I had started watching cricket on TV at my maternal grandmother’s house in Lucknow during early months of 1981 where I heard about Sunil Gavaskar from my uncle and his friends during routine cricketing conversations. The first time I watched him on TV, was in a match between India and Pakistan in 1982.
A short fellow dressed in all white, wearing a cap was walking towards the pitch to bat. The first thing which struck me was the manner in which Sunny took his stance. No words can describe that process. The gap between his two legs was about ½ feet, very apt for both front and back foot drive. The master took his batting guard such that all 3 wickets were always visible. Sunny's head was always still and would ensure complete follow-through of the bat after offering a stroke.
His entire batting looked as if each word of books written on batting were translated into his batting style. Facing the likes of Dennis Lillee, Jeff Thompson, Malcolm Marshall, Michael Holding, Joel Garner, Ian Botham, Imran Khan and others, Sunny never wore a helmet. This shows his tenacity and character besides the conviction he had in his batting
Masterful innings which I like
The one inning which I relish the most is his artful 236* against West Indies in 1983. Malcolm Marshall, Michael Holding and Andy Roberts were bowling at their best, at a consistent pace of 90+ miles/hour. Not one to be bogged down by the pace, Sunny played some exquisite straight drives, square cuts, and off-his-toes drives. I still see this innings in my dreams sometimes.
Another knock, which all budding batsman should watch is his 96 against Pakistan in 1987. This was the last innings of his career. The pitch was a rank turner so much so that Tauseef Ahmed and Iqbal Qasim were spinning the ball at huge angles. It was almost impossible for anyone to bat, but with his dogged perseverance, the maestro stood the ground. Sunny did not play any expensive shot and most of the time just defended with his bat and pad.
Anecdotes about Sunny
Of his many anecdotes, one which I like particularly is that if Sunny lost his concentration in the middle, he would stand at the batting crease and block his side view using both his palm just like a horse blinker. This, he said, brought back his focus to the game.
Another interesting story which I know is that there was a house party thrown by Ravi Shastri and all international greats like Imran, Marshall, Richards and Desmond Haynes had gathered there. Sunny, in his trademark style, arrived at the party, quite late. Everyone stood from their seat as a mark of respect and said ‘here comes the master’ and paid glowing tributes to him.
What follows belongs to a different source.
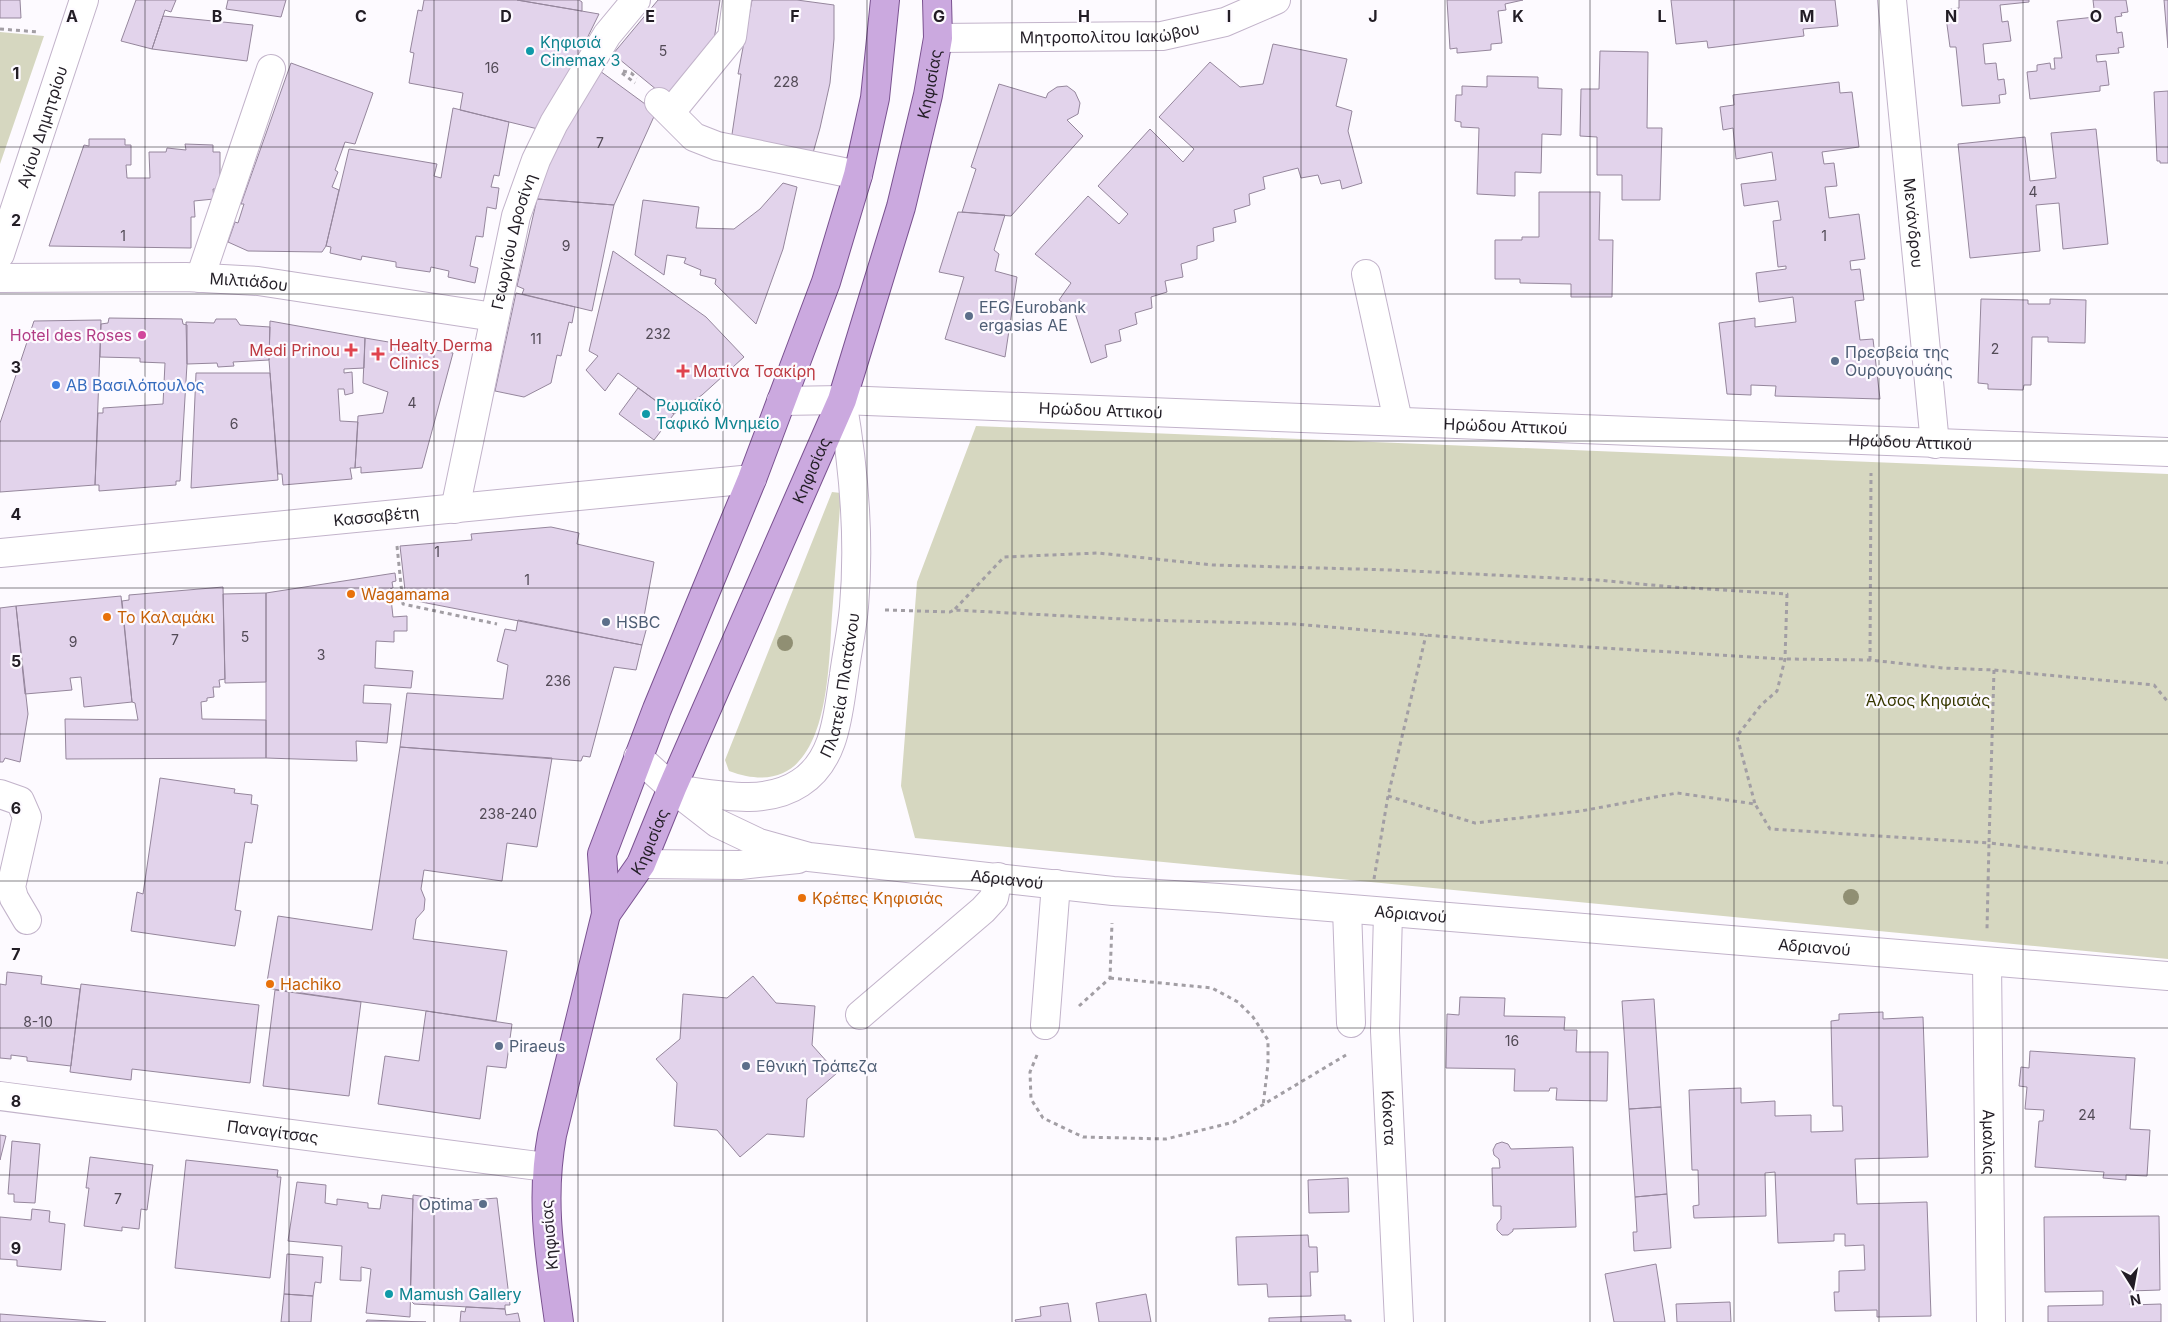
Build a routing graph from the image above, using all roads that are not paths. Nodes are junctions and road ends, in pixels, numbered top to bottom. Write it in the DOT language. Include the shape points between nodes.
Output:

Wasim Akram, the legendary fast bowler was asked to pick the top 11 batsmen he ever bowled to. He picked Sunny as the number one batsman. Wasim was totally in awe of this great man. Narrating an incident, he said, once he bowled a short pitch bowl which swung all the way from outside of off-stump towards Sunny. Instead of taking his eyes off and ducking to the short-pitched delivery, Sunny watched the ball from the time it left his hand and until it reached the wicket-keeper. Never ever did the little master lose sight of the ball while batting, he said.
Glowing tributes paid to Sunny by legends
"I think this particular innings of Sunny should be preserved in video, and not only preserved, It should also be shown to all young cricketers as a model inning. I don't believe there were many moments in which there was any imbalance in the man's positioning. The feet were always in place, the head was well down and the left shoulder was leading him into the shots perfectly."
Alan Border - On Gavaskar's century at Lords - MCC bicentenary test
"A pocket-sized battleship armed with an impenetrable defense and astonishing gunpowder. The bigger the battle, the better the performance."
"The difference between Richards and Gavaskar is fairly expressive in the lifestyle of the two countries. The Caribbean life is like that, it’s excitable, it’s aggressive, it’s colorful, whereas in India there is method, there is thought, there is art."